'I'll never smile again,' Marvin told her.
'Somebody else will be taking my place,' she predicted.
'You are temptation!' he shouted in a fury.
'We are like two ships that pass in the night,' she corrected.
'Will we never meet again?' Marvin queried.
'Time alone can tell.'
'My prayer is to be there with you,' Marvin said hopefully.
'East of the Sun and West of the Moon,' she intoned.
'You're mean to me,' Marvin pouted.
'I didn't know what time it was,' she said. 'But I know what time it is now!' And so saying, she whirled and darted out the door.
Marvin watched her leave, then sat down at the bar. 'One for my baby, and one for the road' he told the bartender.
'A woman's a two-face,' the bartender commented sympathetically, pouring a drink.
'I got the mad-about-her-sad-without-her blues,' Marvin replied.
'A fellow needs a girl,' the bartender told him.
Marvin finished his drink and held out his glass. 'A pink cocktail for a blue lady,' he ordered.
'She may be weary,' the bartender suggested.
'I don't know why I love her like I do,' Marvin stated. 'But at least I do know why there's no sun up in the sky.
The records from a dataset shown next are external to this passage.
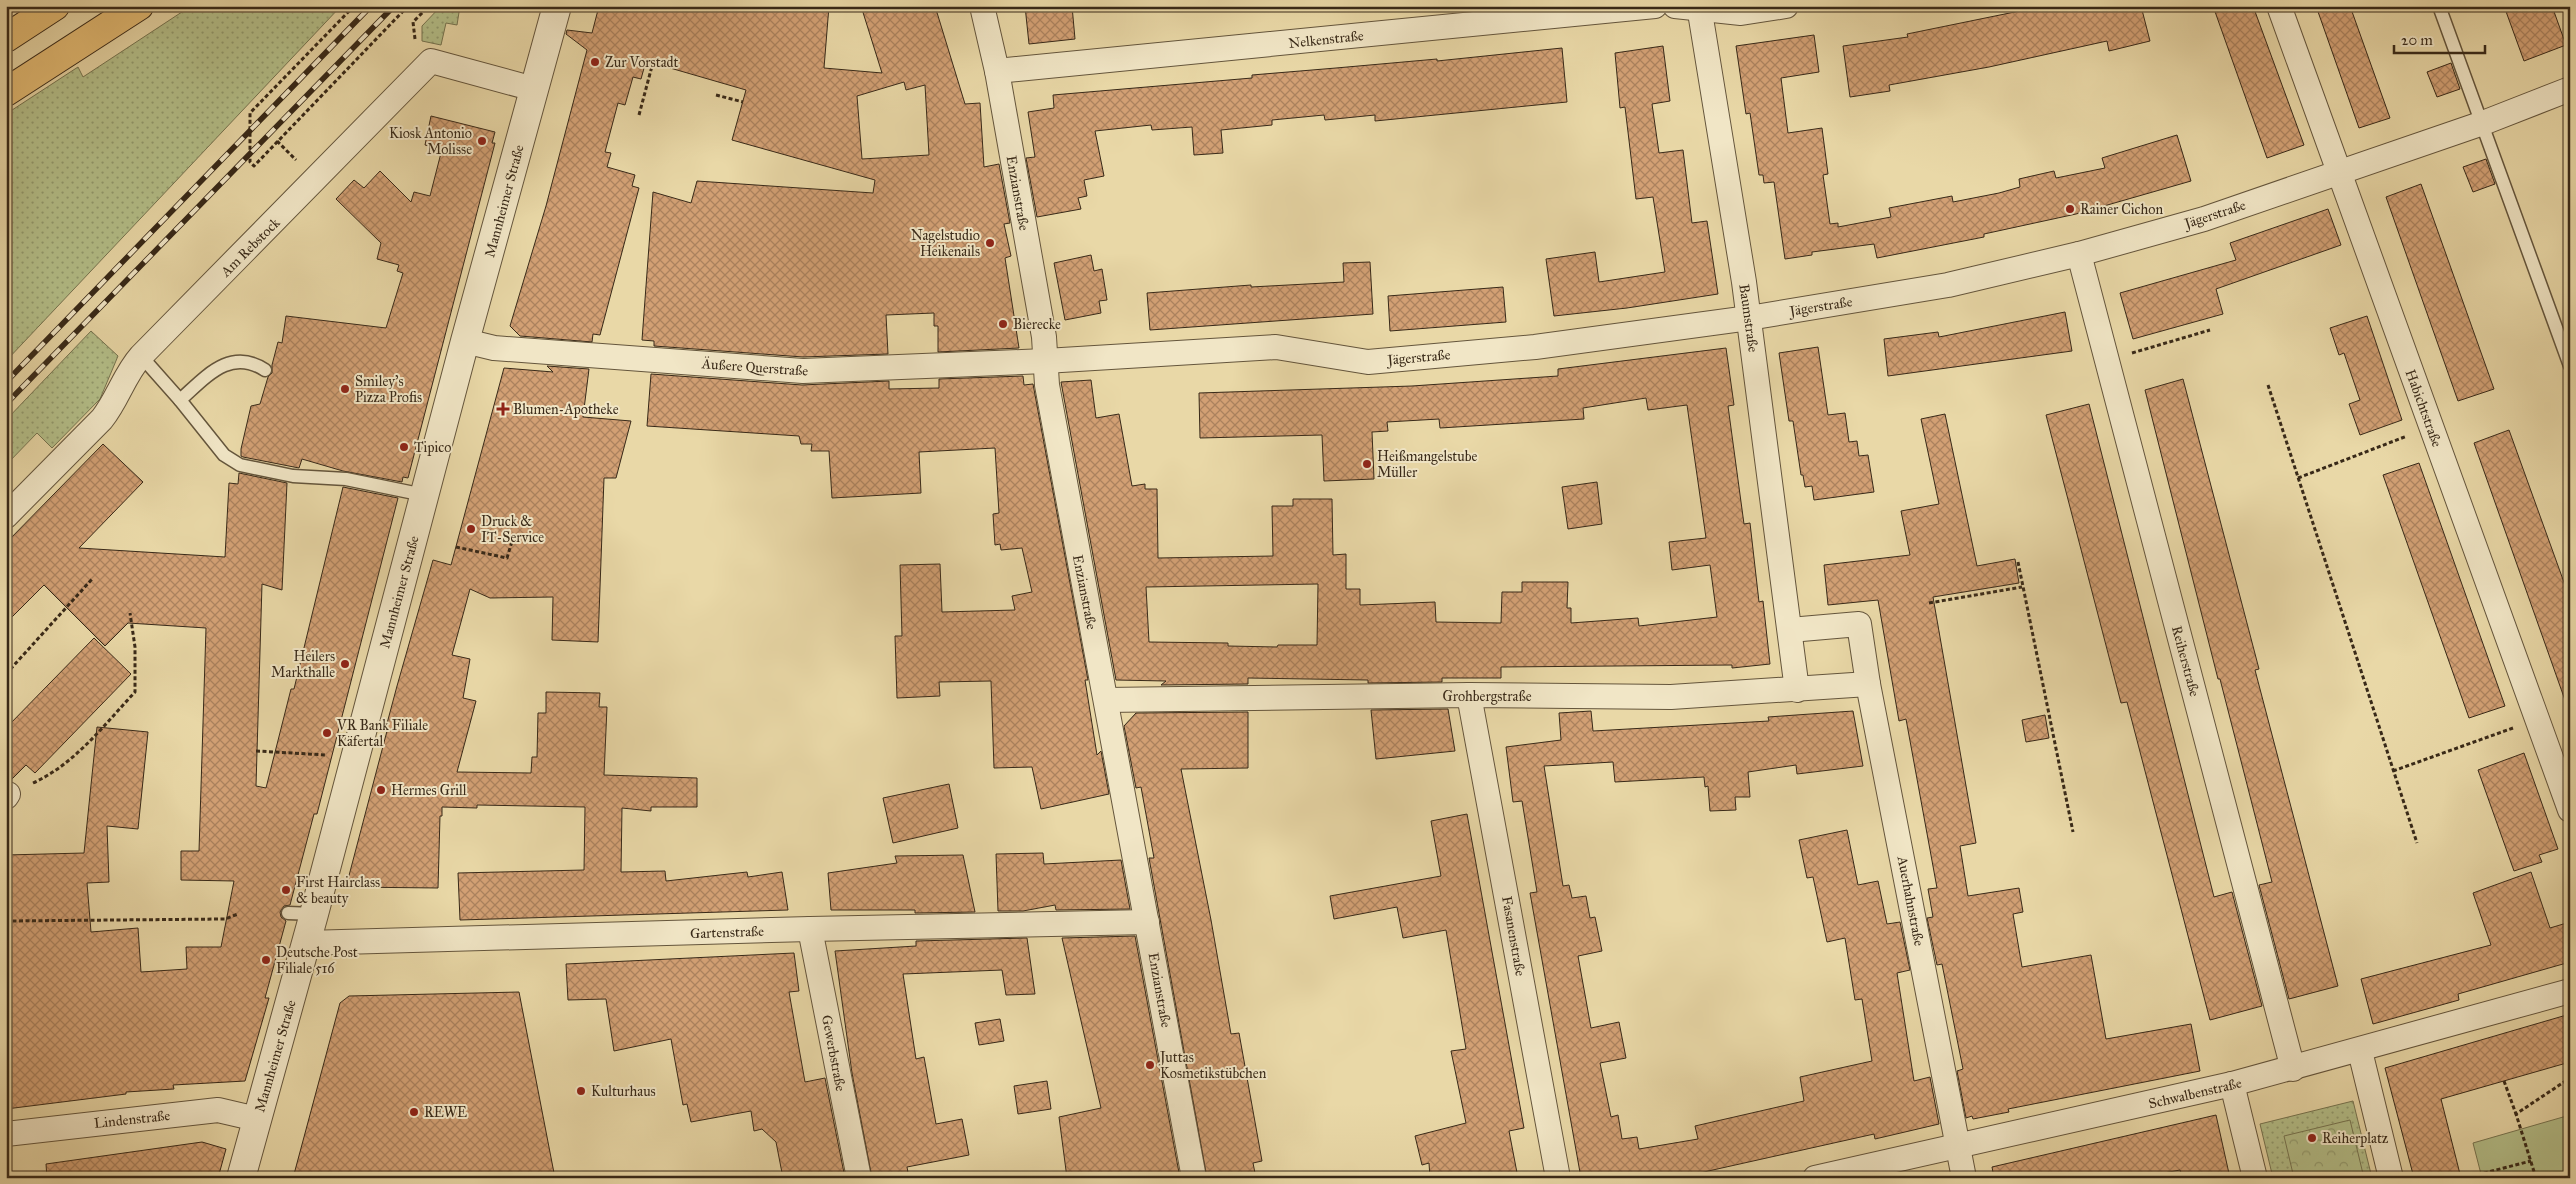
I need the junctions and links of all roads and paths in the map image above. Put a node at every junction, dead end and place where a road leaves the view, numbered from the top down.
1 (55, 6) edge
2 (138, 6) edge
3 (354, 6) edge
4 (408, 6) edge
5 (557, 6) edge
6 (982, 6) edge
7 (1655, 6) edge
8 (1676, 6) edge
9 (1786, 6) edge
10 (2279, 6) edge
11 (2439, 6) edge
12 (1699, 8) edge
13 (6, 38) edge
14 (645, 64) dead end
15 (997, 71) junction
16 (534, 89) junction
17 (2570, 89) edge
18 (6, 92) edge
19 (716, 95) dead end
20 (743, 102) dead end
21 (638, 115) dead end
22 (2483, 123) junction
23 (2338, 172) junction
24 (2079, 254) junction
25 (1749, 318) junction
26 (2210, 330) dead end
27 (465, 341) junction
28 (141, 356) junction
29 (1045, 361) junction
30 (2107, 361) junction
31 (2570, 366) edge
32 (265, 370) dead end
33 (2268, 385) dead end
34 (180, 400) junction
35 (2431, 427) junction
36 (2298, 478) junction
37 (424, 495) junction
38 (6, 516) edge
39 (508, 537) dead end
40 (456, 547) dead end
41 (2018, 562) dead end
42 (93, 578) dead end
43 (2022, 587) junction
44 (1929, 603) dead end
45 (130, 613) dead end
46 (1790, 630) junction
47 (6, 674) edge
48 (1868, 684) junction
49 (1797, 690) junction
50 (1469, 695) junction
51 (1106, 700) junction
52 (2537, 720) junction
53 (256, 751) dead end
54 (297, 753) dead end
55 (2393, 771) junction
56 (7, 795) edge
57 (2570, 810) edge
58 (2073, 832) dead end
59 (2417, 843) dead end
60 (238, 914) dead end
61 (6, 921) edge
62 (1147, 922) junction
63 (810, 928) junction
64 (306, 943) junction
65 (2570, 991) edge
66 (2360, 1051) junction
67 (2294, 1069) junction
68 (2570, 1078) edge
69 (2504, 1081) dead end
70 (2232, 1084) junction
71 (2516, 1114) junction
72 (257, 1119) junction
73 (6, 1134) edge
74 (1959, 1147) junction
75 (2530, 1161) junction
76 (241, 1178) edge
77 (859, 1178) edge
78 (1194, 1178) edge
79 (1558, 1178) edge
80 (1815, 1178) edge
81 (1964, 1178) edge
82 (2255, 1178) edge
83 (2391, 1178) edge
84 (2465, 1178) edge
85 (2536, 1178) edge

1 - 13 main road
2 - 18 main road
3 - 4 path
5 - 16 street, Mannheimer Straße
6 - 15 street, Enzianstraße
7 - 15 street, Nelkenstraße
8 - 12 street
9 - 12 street
10 - 23 street, Habichtstraße
11 - 22 lane
12 - 25 street, Baumstraße
14 - 21 path
15 - 29 street, Enzianstraße
16 - 27 street, Mannheimer Straße
16 - 28 street, Am Rebstock
17 - 22 street, Jägerstraße
19 - 20 path
22 - 23 street, Jägerstraße
22 - 31 lane
23 - 24 street, Jägerstraße
23 - 35 street, Habichtstraße
24 - 25 street, Jägerstraße
24 - 30 street, Reiherstraße
25 - 29 street, Jägerstraße
25 - 46 street, Baumstraße
26 - 30 path
27 - 29 street, Äußere Querstraße
27 - 37 street, Mannheimer Straße
28 - 34 lane
28 - 38 street, Am Rebstock
29 - 51 street, Enzianstraße
30 - 67 street, Reiherstraße
32 - 34 lane
33 - 36 path
34 - 37 lane
35 - 36 path
35 - 52 street, Habichtstraße
36 - 55 path
37 - 64 street, Mannheimer Straße
39 - 40 path
41 - 43 path
42 - 47 path
43 - 44 path
43 - 58 path
45 - 56 path
46 - 48 street, Auerhahnstraße
46 - 49 street, Baumstraße
48 - 49 street, Grohbergstraße
48 - 74 street, Auerhahnstraße
49 - 50 street, Grohbergstraße
50 - 51 street, Grohbergstraße
50 - 79 street, Fasanenstraße
51 - 62 street, Enzianstraße
52 - 55 path
52 - 57 street, Habichtstraße
53 - 54 path
55 - 59 path
60 - 61 path
62 - 63 street, Gartenstraße
62 - 78 street, Enzianstraße
63 - 64 street, Gartenstraße
63 - 77 street, Gewerbstraße
64 - 72 street, Mannheimer Straße
65 - 66 street, Schwalbenstraße
66 - 67 street, Schwalbenstraße
66 - 83 street
67 - 70 street, Schwalbenstraße
68 - 71 path
69 - 71 path
70 - 74 street, Schwalbenstraße
70 - 82 street
71 - 75 path
72 - 73 street, Lindenstraße
72 - 76 street, Mannheimer Straße
74 - 80 street, Schwalbenstraße
74 - 81 street, Auerhahnstraße
75 - 84 path
75 - 85 path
In my solitude she haunts me like a tinkling piano in the next apartment. But I'll be around no matter how she treats me now. Maybe it was just one of those things; yet I'll remember April and her, and the evening breeze caressed the trees but not for me, and-'
There is no telling how long Marvin might have continued his lament had not a voice at the level of his ribs and two feet to his left whispered, 'Hey, meester.'
Marvin turned and saw a small, plump, raggedly dressed Celsian sitting on the next bar stool.
'What is it?' Marvin asked brusquely.
'You maybe want see thees muchacha so beautiful other time?'
'Yes, I do. But what can you-'
'I am private investigator tracer of lost persons satisfaction guaranteed or not one cent in tribute.'
'What kind of an accent have you got?' Marvin asked.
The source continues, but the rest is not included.